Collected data
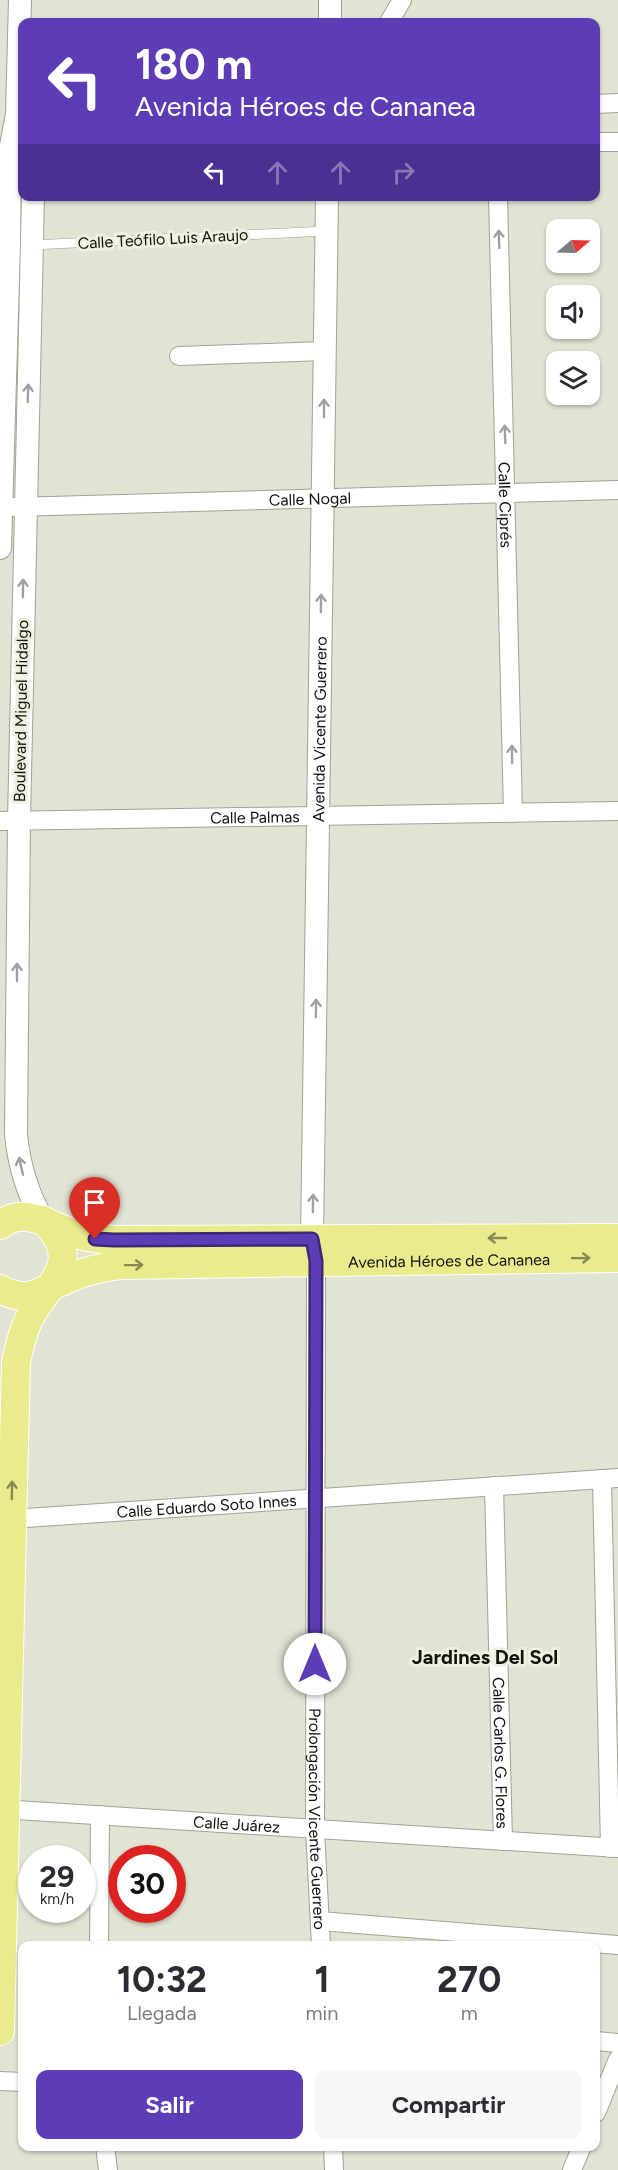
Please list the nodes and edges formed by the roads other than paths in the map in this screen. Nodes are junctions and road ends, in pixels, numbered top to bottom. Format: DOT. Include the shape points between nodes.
graph roads {
  1 [pos="20,0"];
  2 [pos="330,0"];
  3 [pos="402,0"];
  4 [pos="19,18"];
  5 [pos="330,18"];
  6 [pos="391,18"];
  7 [pos="18,58"];
  8 [pos="618,103"];
  9 [pos="600,104"];
  10 [pos="16,117"];
  11 [pos="600,142"];
  12 [pos="618,142"];
  13 [pos="11,151"];
  14 [pos="33,201"];
  15 [pos="327,201"];
  16 [pos="498,201"];
  17 [pos="327,231"];
  18 [pos="33,244"];
  19 [pos="5,246"];
  20 [pos="324,351"];
  21 [pos="179,356"];
  22 [pos="618,490"];
  23 [pos="506,493"];
  24 [pos="323,498"];
  25 [pos="25,506"];
  26 [pos="1,507"];
  27 [pos="0,548"];
  28 [pos="618,812"];
  29 [pos="513,813"];
  30 [pos="318,816"];
  31 [pos="9,820"];
  32 [pos="8,1134"];
  33 [pos="43,1220"];
  34 [pos="0,1225"];
  35 [pos="618,1238"];
  36 [pos="314,1250"];
  37 [pos="618,1258"];
  38 [pos="51,1287"];
  39 [pos="0,1289"];
  40 [pos="610,1479"];
  41 [pos="494,1486"];
  42 [pos="316,1498"];
  43 [pos="11,1519"];
  44 [pos="2,1809"];
  45 [pos="100,1815"];
  46 [pos="315,1829"];
  47 [pos="503,1841"];
  48 [pos="614,1848"];
  49 [pos="320,1921"];
  50 [pos="99,1941"];
  51 [pos="321,1941"];
  52 [pos="568,1941"];
  53 [pos="600,1944"];
  54 [pos="618,1945"];
  55 [pos="0,2031"];
  56 [pos="600,2041"];
  57 [pos="618,2043"];
  58 [pos="618,2059"];
  59 [pos="0,2081"];
  60 [pos="18,2082"];
  61 [pos="600,2103"];
  62 [pos="106,2151"];
  63 [pos="333,2151"];
  64 [pos="580,2151"];
  65 [pos="108,2170"];
  66 [pos="334,2170"];
  67 [pos="572,2170"];
  1 -- 4 [label="street"];
  2 -- 5 [label="street"];
  3 -- 6 [label="street"];
  7 -- 10 [label="street"];
  8 -- 9 [label="street"];
  10 -- 13 [label="street"];
  11 -- 12 [label="street"];
  13 -- 19 [label="street"];
  14 -- 18 [label="street, Boulevard Miguel Hidalgo"];
  15 -- 17 [label="street, Avenida Vicente Guerrero"];
  23 -- 16 [label="street, Calle Ciprés, one-way"];
  17 -- 18 [label="lane, Calle Teófilo Luis Araujo"];
  17 -- 20 [label="street, Avenida Vicente Guerrero"];
  18 -- 19 [label="lane, Calle Teófilo Luis Araujo"];
  25 -- 18 [label="street, Boulevard Miguel Hidalgo, one-way"];
  19 -- 26 [label="street"];
  20 -- 21 [label="street"];
  24 -- 20 [label="street, Avenida Vicente Guerrero, one-way"];
  22 -- 23 [label="street, Calle Nogal"];
  23 -- 24 [label="street, Calle Nogal"];
  29 -- 23 [label="street, Calle Ciprés, one-way"];
  24 -- 25 [label="street, Calle Nogal"];
  30 -- 24 [label="street, Avenida Vicente Guerrero, one-way"];
  25 -- 26 [label="street, Calle Nogal"];
  31 -- 25 [label="street, Boulevard Miguel Hidalgo, one-way"];
  26 -- 27 [label="street"];
  28 -- 29 [label="street, Calle Palmas"];
  29 -- 30 [label="street, Calle Palmas"];
  30 -- 31 [label="street, Calle Palmas"];
  36 -- 30 [label="street, Avenida Vicente Guerrero, one-way"];
  32 -- 31 [label="street, Boulevard Miguel Hidalgo, one-way"];
  33 -- 32 [label="street, Boulevard Miguel Hidalgo, one-way"];
  33 -- 34 [label="main road, Avenida Héroes de Cananea" via="17,1217"];
  33 -- 36 [label="main road, Avenida Héroes de Cananea" via="77,1235 114,1240"];
  33 -- 38 [label="main road" via="52,1229 62,1252 60,1270"];
  35 -- 36 [label="main road, Avenida Héroes de Cananea, one-way"];
  36 -- 37 [label="main road, Avenida Héroes de Cananea, one-way"];
  38 -- 36 [label="main road, Avenida Héroes de Cananea, one-way" via="84,1272 120,1265"];
  36 -- 42 [label="street, Prolongación Vicente Guerrero"];
  38 -- 39 [label="main road, Avenida Héroes de Cananea" via="26,1297"];
  43 -- 38 [label="main road, one-way" via="16,1362 28,1322"];
  40 -- 41 [label="street, Calle Eduardo Soto Innes"];
  40 -- 48 [label="street"];
  41 -- 42 [label="street, Calle Eduardo Soto Innes"];
  41 -- 47 [label="street, Calle Carlos G. Flores"];
  42 -- 43 [label="street, Calle Eduardo Soto Innes"];
  42 -- 46 [label="street, Prolongación Vicente Guerrero"];
  43 -- 44 [label="main road"];
  44 -- 45 [label="street, Calle Juárez"];
  44 -- 55 [label="main road"];
  45 -- 46 [label="street, Calle Juárez"];
  45 -- 50 [label="street"];
  46 -- 47 [label="street, Calle Juárez"];
  46 -- 49 [label="street, Prolongación Vicente Guerrero"];
  47 -- 48 [label="street, Calle Juárez"];
  49 -- 51 [label="street, Prolongación Vicente Guerrero"];
  49 -- 52 [label="street"];
  53 -- 54 [label="street"];
  56 -- 57 [label="street"];
  58 -- 61 [label="street"];
  59 -- 60 [label="street"];
  62 -- 65 [label="street"];
  63 -- 66 [label="street"];
  64 -- 67 [label="street"];
}
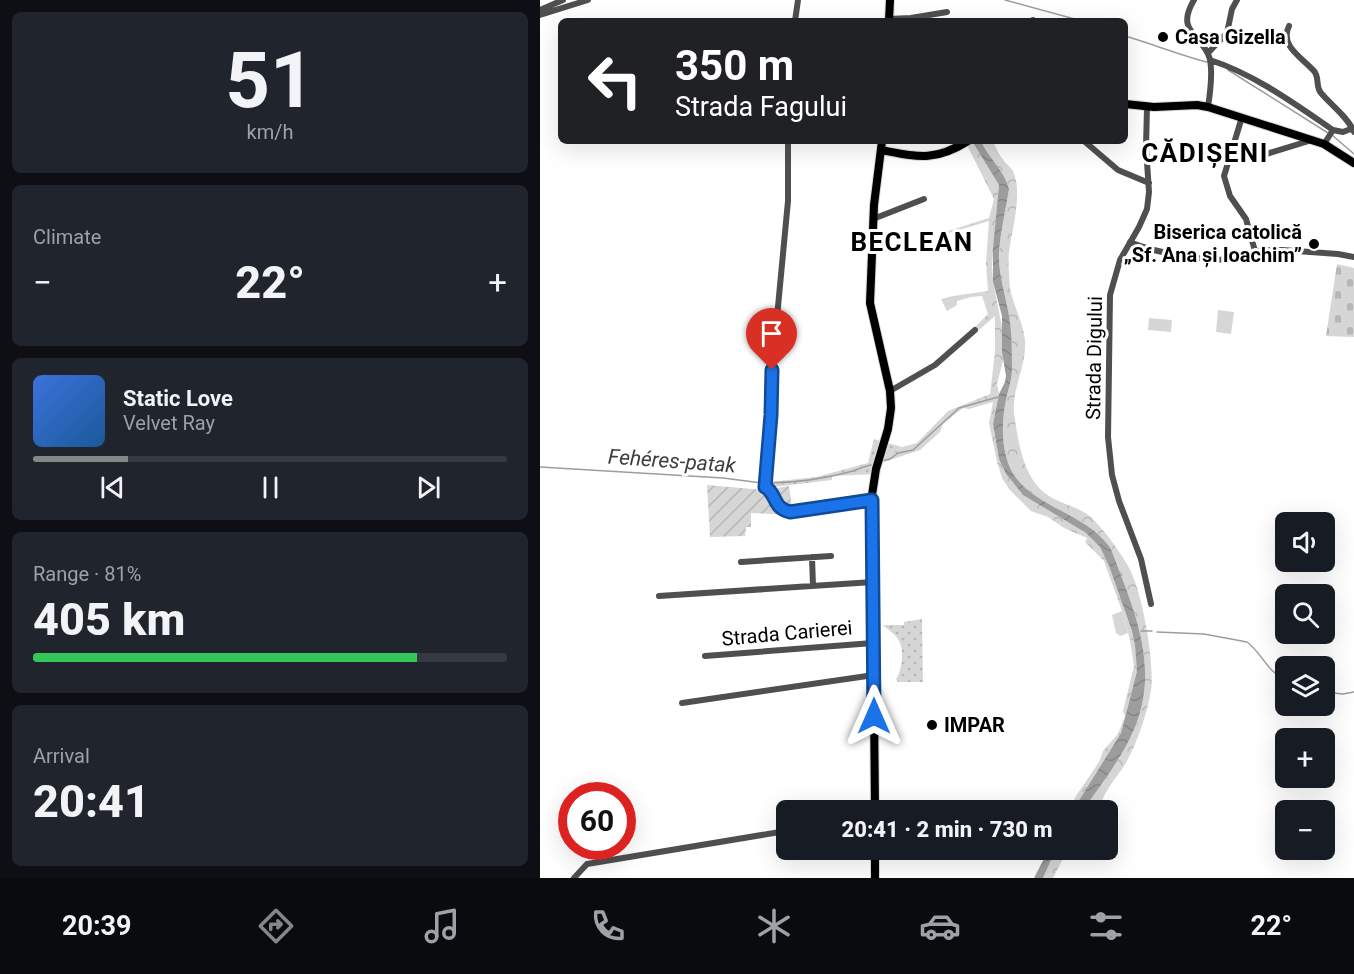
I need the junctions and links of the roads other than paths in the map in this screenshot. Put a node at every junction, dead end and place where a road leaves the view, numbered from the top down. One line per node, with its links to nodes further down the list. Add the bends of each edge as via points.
1 (563, 0): 7 (street)
2 (588, 0): 9 (street)
3 (798, 0): 10 (street)
4 (890, 0): 11 (main road)
5 (1194, 0): 14 (street, via 1188,12 1188,27)
6 (1237, 0): 14 (street, via 1227,33)
7 (540, 10)
8 (947, 12): 12 (street)
9 (540, 15)
10 (795, 18)
11 (889, 18)
12 (910, 18)
13 (1289, 26): 19 (street, via 1289,45 1315,72 1318,90)
14 (1209, 60): 17 (street); 20 (street, via 1253,77)
15 (1128, 104): 16 (main road)
16 (1147, 107): 17 (main road); 29 (street, Strada Digului)
17 (1208, 107): 18 (main road)
18 (1242, 117): 21 (main road); 26 (street)
19 (1354, 131): 20 (street)
20 (1329, 136): 21 (main road); 28 (main road)
21 (1312, 140): 26 (street, via 1263,155)
22 (788, 144): 37 (street, via 788,190 765,484 787,512)
23 (882, 144): 27 (main road)
24 (963, 144): 27 (main road, via 932,156)
25 (1088, 144): 29 (street, via 1118,170)
26 (1233, 147): 33 (street, via 1225,184 1246,219)
27 (881, 150): 31 (main road)
28 (1354, 163)
29 (1149, 183): 32 (street, Strada Digului, via 1145,214)
30 (924, 199): 31 (street)
31 (873, 219): 36 (main road, via 871,309)
32 (1130, 242): 33 (street, via 1149,250 1212,259 1237,259); 44 (street, Strada Digului, via 1112,283 1109,450 1112,475 1141,559)
33 (1256, 251): 34 (street)
34 (1354, 257)
35 (975, 330): 36 (street, via 935,365)
36 (890, 391): 37 (main road, via 890,420)
37 (872, 500): 41 (main road)
38 (831, 556): 39 (street)
39 (812, 557): 40 (street); 42 (street)
40 (741, 562)
41 (873, 582): 42 (street); 45 (main road)
42 (813, 586): 43 (street)
43 (659, 596)
44 (1151, 604)
45 (873, 643): 46 (street, Strada Carierei); 47 (main road)
46 (705, 657)
47 (874, 675): 48 (street); 49 (main road)
48 (682, 703)
49 (875, 800)
50 (776, 833): 52 (street, via 587,864)
51 (875, 860): 53 (main road)
52 (574, 878)
53 (875, 878)

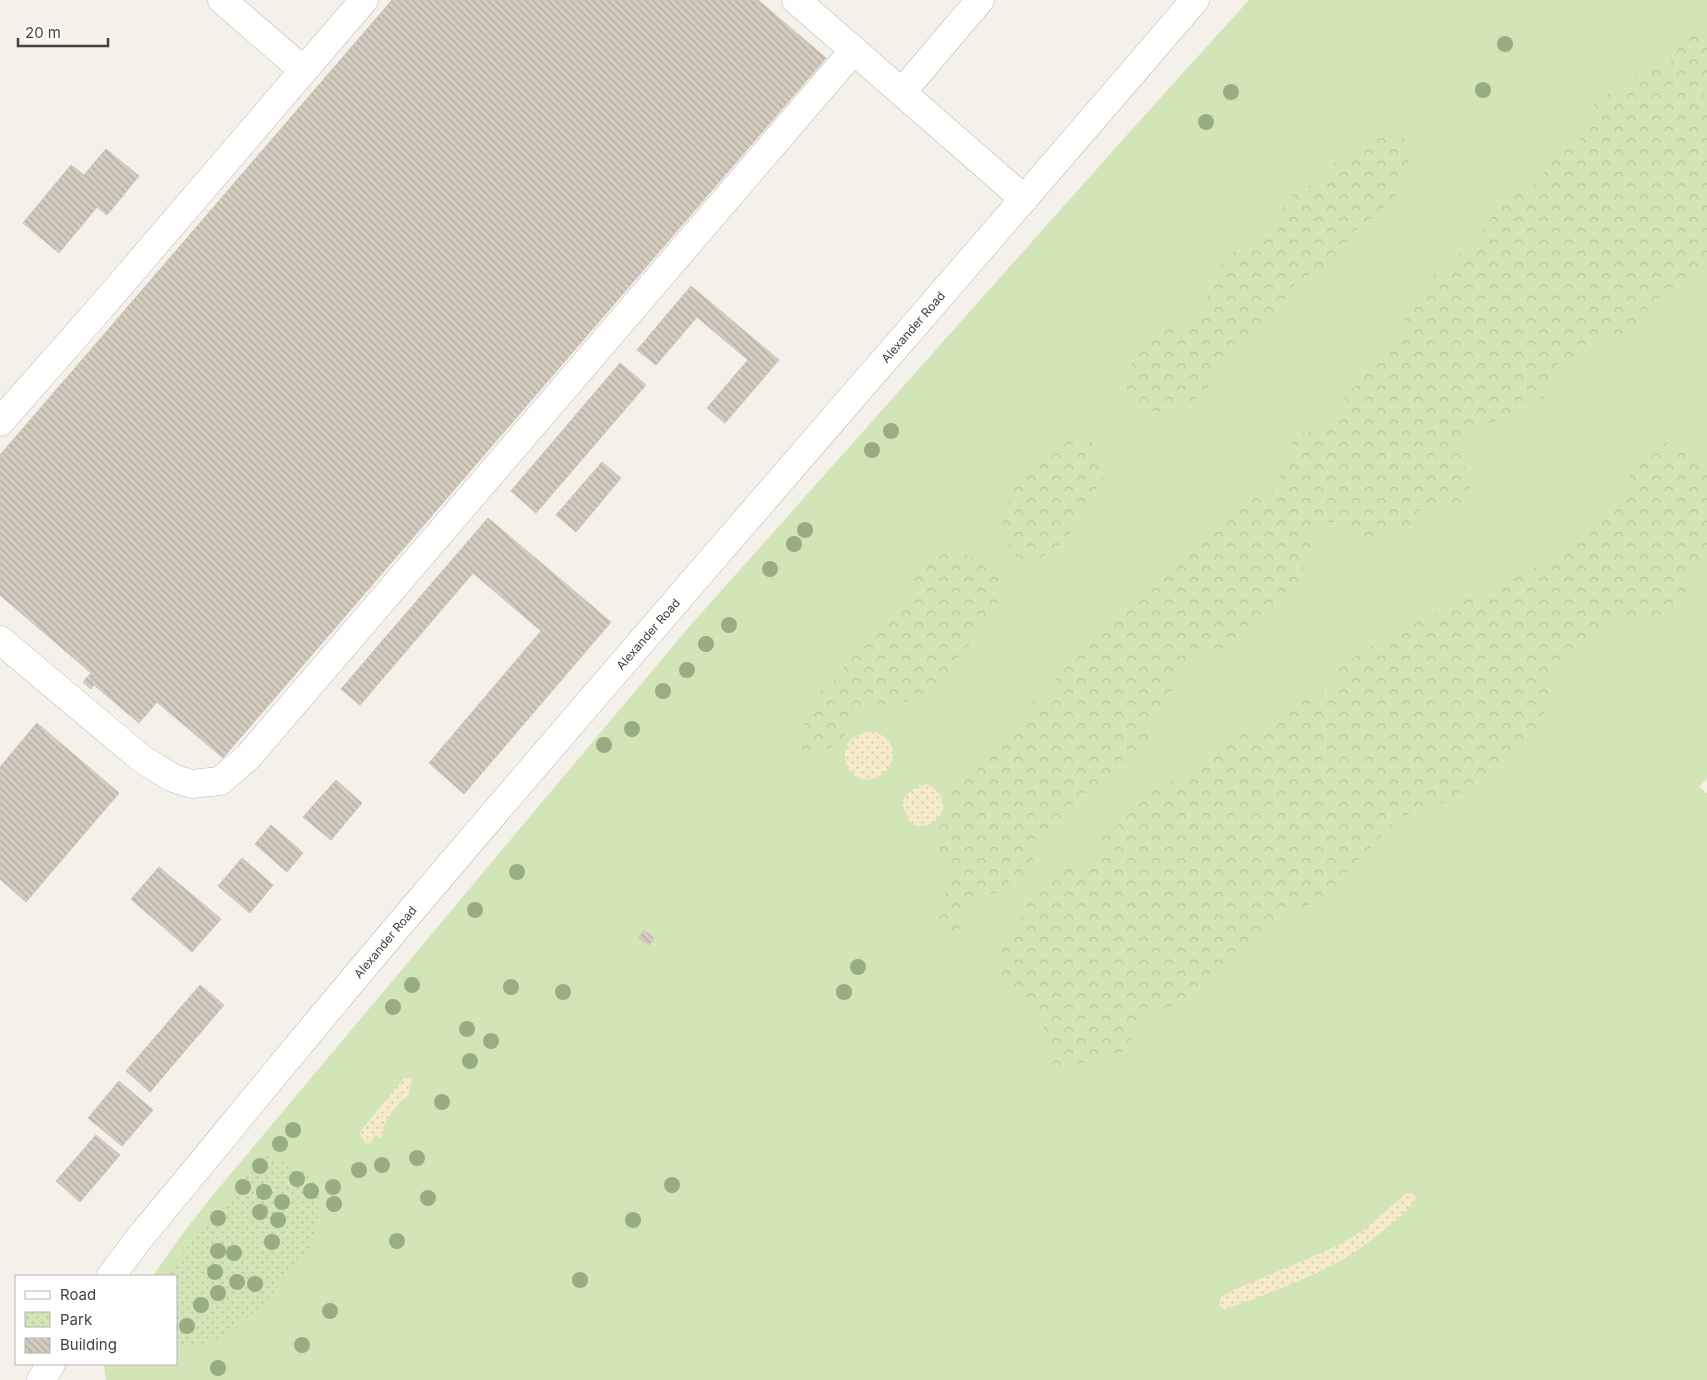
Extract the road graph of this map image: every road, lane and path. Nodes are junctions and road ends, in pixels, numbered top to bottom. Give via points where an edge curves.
1 (222, 0) edge
2 (364, 0) edge
3 (796, 0) edge
4 (980, 0) edge
5 (1195, 0) edge
6 (854, 50) junction
7 (303, 70) junction
8 (902, 92) junction
9 (1024, 199) junction
10 (0, 422) edge
11 (0, 640) edge
12 (112, 1275) edge

1 - 7 street
2 - 7 street
3 - 6 street
4 - 8 street
5 - 9 street, Alexander Road
6 - 8 street
6 - 11 street via 248,757 220,781 192,784 173,778 142,759
7 - 10 street
8 - 9 street
9 - 12 street, Alexander Road via 419,901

» THE PROBLEM: Look through the entries above, and wherever a line holds the word "than", copy it.

» RESULT:
Please list the nodes and edges formed by the roads other than paths in the map in this screen. Nodes are junctions and road ends, in pixels, numbered top to bottom. Format: DOT. Include the shape points between nodes.
I need the junctions and links of the roads other than paths in the map in this screenshot. Put a node at every junction, dead end and place where a road leaves the view, numbered from the top down. One line per node, with its links to nodes further down the list. Add the bends of each edge as via points.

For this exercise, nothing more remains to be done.